Sql-server – Query performance drastically depends on the database in use

execution-planperformancesql server 2014t-sql

I'm on SQL-Server 12.0.5203.0

There is a query covering multiple databases. I think It is not useful to post the actual query (as it is rather complex and confidential, just think of a query like

SELECT t1.Column1
      ,t2.Column2
      ,t3.Column3
FROM db1.schema.TableName1 t1 with (nolock)
JOIN db1.schema.TableName2 t2 with (nolock) ON SomeCriteria
JOIN db2.schema.TableName3 t3 with (nolock) ON SomeCriteria  
JOIN db3.schema.TableName4 t4 with (nolock) ON SomeCriteria
WHERE SomeCriteria  
  AND t4.ColumnA = (SELECT DISTINCT ColumnX
                      FROM db2.schema.TableName5 with (nolock) 
                      WHERE ColumnY = 2902)

Please: This is not my query… Do not discuss the usage of WITH(NOLOCK) or GROUP BY against DISTINCT, thx 😀

Users reported time-outs due to run durations of more than a minute. I could not reproduce this, as exactly the same query in exactly the same environment brought back exactly the same result in less than a second.

Then – by setting all possible configurations to the same values – I encountered something strange: The difference depends on the database in use.

This is reproducable: If there is USE master; it is 1 second, with USE db1; (or any other) it is horribly slow.

Some general observations

  • All used tables are fully qualified with database.schema.table and aliased
  • All tables are called with WITH(NOLOCK)
  • The profiler for the fast run shows CPU(30), Reads(20000), Duration(30)
  • slow (same SSMS, just two windows): CPU(11000), Reads(13M!!!), Duration(12000)
  • The execution plans are extremely different
    • slow: Starts with an index seek returning 2.6M rows
      Combines this with another index seek pushing this to 27M rows (estimnated 45!)
      Filters this down to 1626 rows, which is the count of the final result
    • fast: starting with tiny sets of some 100 rows, Never more than 8000 rows

My questions

  • What is going on here? Why is the database, where I'm coming from, so important?

Lessons learned and a solution

What I did not know: Query plans are stored with each database separately, hence the context database can be very important. I cannot really grasp the advantage of this concept… Why not better store the plans in a central place, one per action? But this is a different question…

Using a query against sys.dm_exec_cached_plans and dm_exec-query_plan() with query_plan.exist('//*:StmtSimple[contains(@*:StatementText[1],"Some specific part of the query")]')=1 I found a couple of stored plans. After removal everything was fast and fine.
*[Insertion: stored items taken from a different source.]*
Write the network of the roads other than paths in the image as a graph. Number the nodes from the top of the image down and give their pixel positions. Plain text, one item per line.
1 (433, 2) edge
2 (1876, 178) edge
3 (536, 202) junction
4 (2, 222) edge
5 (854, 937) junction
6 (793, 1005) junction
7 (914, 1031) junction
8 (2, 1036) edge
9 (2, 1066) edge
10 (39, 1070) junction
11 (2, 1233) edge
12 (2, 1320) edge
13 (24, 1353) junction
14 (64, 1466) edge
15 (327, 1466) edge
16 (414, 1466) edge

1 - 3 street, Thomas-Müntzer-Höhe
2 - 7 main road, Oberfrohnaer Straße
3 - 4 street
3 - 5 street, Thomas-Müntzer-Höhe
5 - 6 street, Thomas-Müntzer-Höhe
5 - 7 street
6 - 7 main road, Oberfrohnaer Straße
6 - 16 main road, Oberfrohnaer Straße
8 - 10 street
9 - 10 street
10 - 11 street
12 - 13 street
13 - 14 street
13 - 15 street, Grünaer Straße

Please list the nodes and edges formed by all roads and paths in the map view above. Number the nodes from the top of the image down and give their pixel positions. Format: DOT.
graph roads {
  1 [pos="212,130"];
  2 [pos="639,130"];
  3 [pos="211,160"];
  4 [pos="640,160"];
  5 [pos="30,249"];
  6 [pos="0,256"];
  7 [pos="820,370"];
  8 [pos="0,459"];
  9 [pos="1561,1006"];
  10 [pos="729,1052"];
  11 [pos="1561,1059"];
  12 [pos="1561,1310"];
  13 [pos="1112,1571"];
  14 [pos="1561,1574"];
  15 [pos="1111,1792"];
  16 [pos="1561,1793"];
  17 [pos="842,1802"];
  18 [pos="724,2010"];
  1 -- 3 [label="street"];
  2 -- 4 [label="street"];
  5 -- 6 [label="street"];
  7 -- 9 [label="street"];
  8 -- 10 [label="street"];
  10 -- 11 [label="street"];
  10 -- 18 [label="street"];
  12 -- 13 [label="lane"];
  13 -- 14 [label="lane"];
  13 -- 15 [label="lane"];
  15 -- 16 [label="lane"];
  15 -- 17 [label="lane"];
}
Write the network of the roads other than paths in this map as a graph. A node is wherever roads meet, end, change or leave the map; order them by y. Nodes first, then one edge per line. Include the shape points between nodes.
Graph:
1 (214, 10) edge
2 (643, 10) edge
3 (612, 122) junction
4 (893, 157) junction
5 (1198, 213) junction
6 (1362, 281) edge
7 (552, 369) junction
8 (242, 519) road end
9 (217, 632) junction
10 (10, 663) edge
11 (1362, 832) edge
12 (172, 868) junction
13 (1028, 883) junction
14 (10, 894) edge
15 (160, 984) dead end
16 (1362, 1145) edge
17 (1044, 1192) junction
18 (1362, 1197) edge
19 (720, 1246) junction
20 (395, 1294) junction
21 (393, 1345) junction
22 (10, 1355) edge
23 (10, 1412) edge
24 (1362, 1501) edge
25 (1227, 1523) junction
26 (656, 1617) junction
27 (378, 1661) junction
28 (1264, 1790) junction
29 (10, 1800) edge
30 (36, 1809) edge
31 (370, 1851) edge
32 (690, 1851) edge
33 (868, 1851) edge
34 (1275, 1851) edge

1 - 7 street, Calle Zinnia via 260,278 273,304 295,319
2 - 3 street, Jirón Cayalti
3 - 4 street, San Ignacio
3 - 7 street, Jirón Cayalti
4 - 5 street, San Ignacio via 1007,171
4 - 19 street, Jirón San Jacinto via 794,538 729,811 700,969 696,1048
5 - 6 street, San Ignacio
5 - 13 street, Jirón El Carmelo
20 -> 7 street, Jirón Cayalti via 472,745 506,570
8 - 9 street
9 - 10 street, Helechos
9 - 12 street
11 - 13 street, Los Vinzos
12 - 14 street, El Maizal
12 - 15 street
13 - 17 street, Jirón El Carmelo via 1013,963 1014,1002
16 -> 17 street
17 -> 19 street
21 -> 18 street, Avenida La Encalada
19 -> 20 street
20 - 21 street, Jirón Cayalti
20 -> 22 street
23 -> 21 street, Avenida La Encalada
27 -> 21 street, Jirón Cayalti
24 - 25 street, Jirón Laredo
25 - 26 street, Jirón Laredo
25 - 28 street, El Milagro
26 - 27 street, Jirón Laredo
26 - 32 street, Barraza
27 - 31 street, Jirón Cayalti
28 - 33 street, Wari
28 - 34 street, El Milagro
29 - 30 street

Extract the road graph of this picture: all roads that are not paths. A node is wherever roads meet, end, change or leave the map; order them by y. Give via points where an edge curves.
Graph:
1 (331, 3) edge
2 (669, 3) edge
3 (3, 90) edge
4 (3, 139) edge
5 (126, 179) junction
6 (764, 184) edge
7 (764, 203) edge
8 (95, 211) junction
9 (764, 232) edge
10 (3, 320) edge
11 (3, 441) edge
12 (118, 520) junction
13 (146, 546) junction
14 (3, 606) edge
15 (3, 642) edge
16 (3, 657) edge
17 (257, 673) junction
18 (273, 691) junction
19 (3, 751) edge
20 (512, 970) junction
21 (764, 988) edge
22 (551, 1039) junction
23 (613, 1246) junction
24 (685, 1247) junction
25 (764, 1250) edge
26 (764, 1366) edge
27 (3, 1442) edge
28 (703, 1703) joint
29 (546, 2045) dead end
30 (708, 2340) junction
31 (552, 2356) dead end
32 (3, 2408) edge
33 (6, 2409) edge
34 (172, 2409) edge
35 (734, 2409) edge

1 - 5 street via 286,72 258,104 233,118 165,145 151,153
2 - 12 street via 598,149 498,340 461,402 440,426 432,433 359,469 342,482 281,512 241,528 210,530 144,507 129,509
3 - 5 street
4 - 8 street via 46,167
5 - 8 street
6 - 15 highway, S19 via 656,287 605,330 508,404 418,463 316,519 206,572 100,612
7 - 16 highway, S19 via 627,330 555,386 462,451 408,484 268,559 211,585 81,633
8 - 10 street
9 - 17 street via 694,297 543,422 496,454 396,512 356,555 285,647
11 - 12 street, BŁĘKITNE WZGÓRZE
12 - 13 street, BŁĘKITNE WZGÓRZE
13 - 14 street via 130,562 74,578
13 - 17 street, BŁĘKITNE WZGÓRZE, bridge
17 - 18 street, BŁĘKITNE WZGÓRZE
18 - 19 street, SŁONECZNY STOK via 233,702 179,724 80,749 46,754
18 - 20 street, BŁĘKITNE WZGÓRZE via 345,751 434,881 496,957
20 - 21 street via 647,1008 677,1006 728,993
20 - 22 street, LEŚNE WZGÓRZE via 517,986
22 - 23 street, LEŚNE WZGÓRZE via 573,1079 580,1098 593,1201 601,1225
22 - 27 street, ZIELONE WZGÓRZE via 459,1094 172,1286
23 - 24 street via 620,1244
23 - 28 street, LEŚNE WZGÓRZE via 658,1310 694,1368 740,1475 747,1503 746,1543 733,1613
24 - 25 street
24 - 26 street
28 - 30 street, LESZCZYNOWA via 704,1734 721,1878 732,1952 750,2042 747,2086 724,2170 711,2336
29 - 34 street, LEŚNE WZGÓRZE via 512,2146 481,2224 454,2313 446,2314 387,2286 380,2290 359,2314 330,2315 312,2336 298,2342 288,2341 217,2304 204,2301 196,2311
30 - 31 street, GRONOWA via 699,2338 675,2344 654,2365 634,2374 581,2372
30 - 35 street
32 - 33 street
But the next day the bad behavior was back.

The solution: After a thorough look into the best plan I re-organised all JOINs to this order of execution and use OPTION(FORCE ORDER). This seems to solve the issue.

Best Answer

At a high level, database context is one of the keys that make a cached plan unique (there are other things, like certain session settings, the query text obviously, etc).

Therefore, it is quite possible that the first time this query was run in one database, it compiled (and is now stuck with) a very different plan than when it was compiled for some other database.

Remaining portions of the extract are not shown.